And the problem with that is most people, and this is very common with, you know, enforcement quotas, most people that are actually doing whatever the bad thing is, they aren't easy to find. They're usually trying to cover up their tracks at least a little bit. You know, they're not going to, for example, take their kid to a hospital after they've abused them.
But if you have a kid with a connective tissue disorder or a bone disorder or some other kind of chronic health condition that causes bruises and swelling and fractures, you are going to take them to the hospital because you're trying to figure out what's wrong with them or you already know what's wrong with them. You aren't abusing them and you are trying to get them help. But the problem is in these hospital systems and in these medical systems they've been told many of these doctors, so called child abuse pediatricians, they basically become agents of the state or contractors of the state because they are the ones that say, oh well, this could be considered abuse. And so they hand it to the CPS agent who then says, yeah, I guess that can be considered abuse. And, and then they hand it to the police. And the police go, yeah, I guess that could be considered abuse. And so they take their children and arrest them and then they hand it to the family court judge who goes, yeah, I guess that could be abuse. And then they, they, you know, order non reunification. And these parents never see their children again. They hand them off to the foster agencies and the foster agencies go, yeah, that looks like that could be abuse. And so they then put them in a foster family and eventually give them to an adoptive permanent home. It's child trafficking. And and so we actually had multiple.

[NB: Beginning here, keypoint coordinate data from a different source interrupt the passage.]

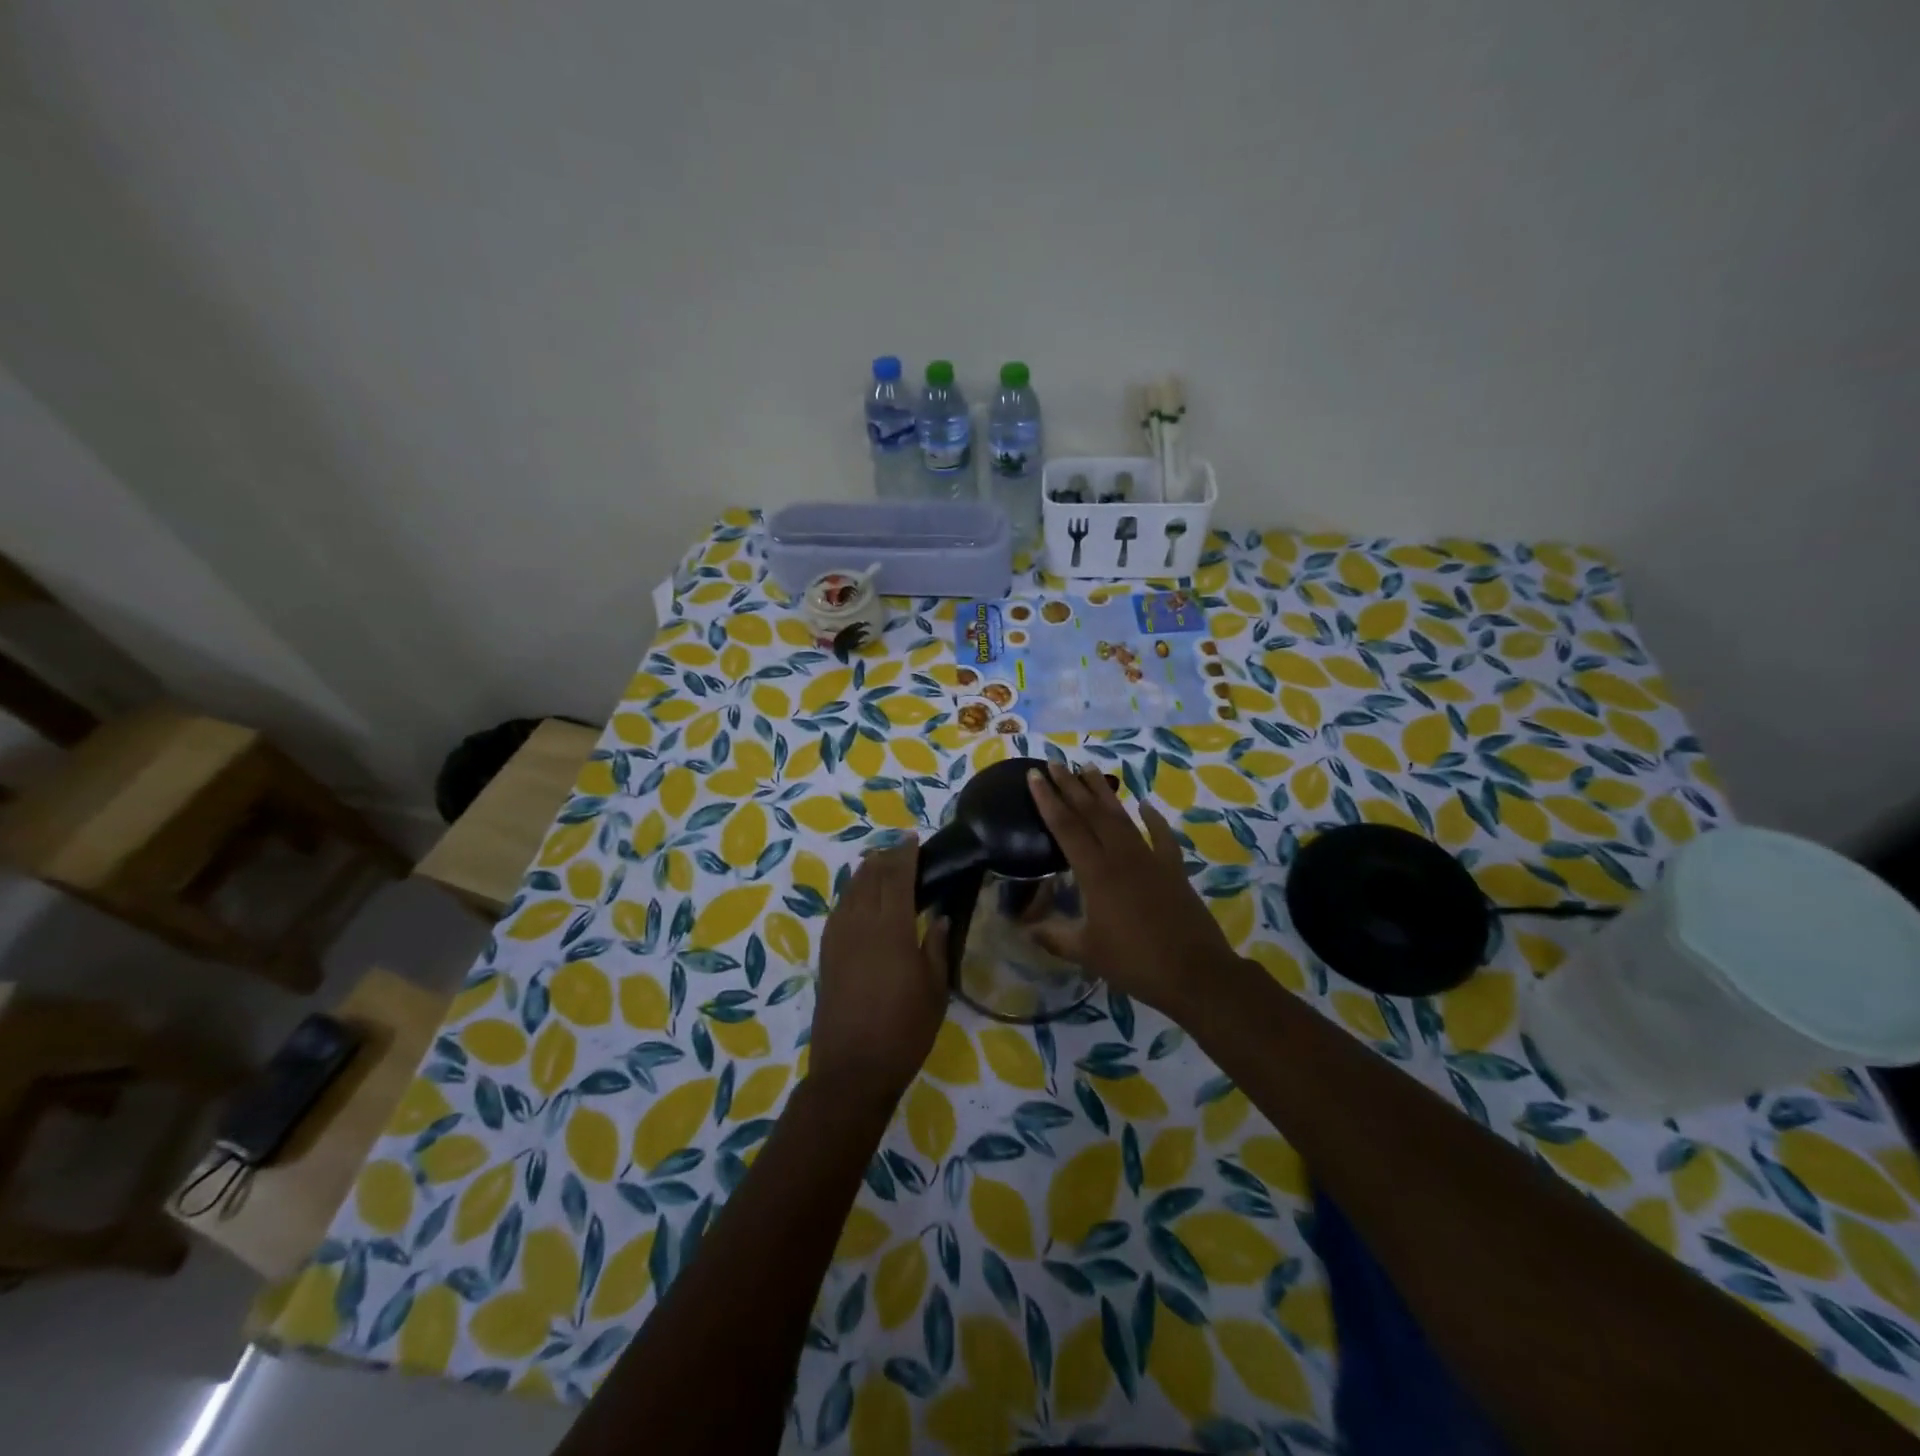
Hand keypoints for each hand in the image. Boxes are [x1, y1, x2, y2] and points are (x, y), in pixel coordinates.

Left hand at [811, 838, 950, 1106]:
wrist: (852, 1069)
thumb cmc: (904, 1030)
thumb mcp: (934, 989)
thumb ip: (936, 946)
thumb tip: (938, 916)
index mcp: (890, 928)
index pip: (896, 876)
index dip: (904, 853)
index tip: (913, 838)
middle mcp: (859, 923)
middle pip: (869, 877)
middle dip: (884, 858)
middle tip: (900, 849)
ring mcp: (838, 938)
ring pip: (850, 891)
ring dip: (865, 873)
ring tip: (879, 865)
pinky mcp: (826, 954)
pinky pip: (839, 910)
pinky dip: (851, 894)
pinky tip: (859, 899)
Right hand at [1027, 761, 1239, 1017]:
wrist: (1195, 972)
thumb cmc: (1135, 962)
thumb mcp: (1087, 952)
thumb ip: (1054, 936)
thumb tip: (1025, 929)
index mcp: (1096, 873)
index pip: (1066, 827)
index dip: (1048, 800)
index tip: (1034, 776)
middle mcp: (1121, 856)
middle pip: (1092, 812)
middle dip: (1071, 785)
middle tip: (1055, 763)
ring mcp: (1150, 859)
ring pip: (1122, 817)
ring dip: (1103, 792)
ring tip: (1088, 767)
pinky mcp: (1173, 869)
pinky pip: (1161, 836)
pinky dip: (1153, 819)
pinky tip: (1145, 805)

It started with one family and I kind of tell that story of that family, but it started with one family that came to us with what seemed like an incredulous story. And the more we looked into it, the more we saw not only was there no evidence of abuse, there was copious amounts of evidence of this child having a chronic health condition that caused her fractures. And there were tiny fractures all over her body and bruising all over her body and also other things like a swelling of her head and things like that that have nothing to do with abuse.
Every bit of evidence showed a chronic health condition. And there was also all this evidence that the state probably knew it but just kept railroading them through the process because they get paid every time they accuse a parent of abuse. And if the child gets put in foster care, they get even more money. And the younger that child is, the more money they get. So they go for the youngest kids and if the child ends up getting put in permanent, it ends up being taken permanently from the parents and, and place for adoption and given to an adoptive family, they get even more money. And if that child turns out to have a chronic health condition, they get lots more money for the rest of that child's life. And so they've created a system whereby when these CPS systems see a child with a chronic health condition, instead of thinking, let's get this child the care that they need, they're thinking, cha Ching, this is the maximum amount of money we can get. And all we have to do is tear another family apart. And that's where the family reunification program comes in.
[00:24:04] Speaker A: So next month, I'll be interviewing Darcy Olson. She's the founder of the center for Abused Children. And I think there is a case to be made that parents, adults in the situations you are trying to address, they have some resources, they have a voice. They can turn to a group like yours, they can go to social media, they can talk to the press. Children who are being legitimately abused, they don't have that kind of voice. So how can society prevent abused children from getting lost in the shuffle while also preventing government overreach into family affairs?
[00:24:47] Speaker B: Yeah, so we're actually. We're acting as a voice for them as well. Because what happens is, if you're a CPS agent and you're being told, find as many abuse cases as you can, you're not going to look for the things that are going to require a lot of resources to investigate. You're going to look for how many people with children that. I'm no longer looking for abusive parents. I'm looking for kids with fractures and bruises, and I'm going to find them at the hospital.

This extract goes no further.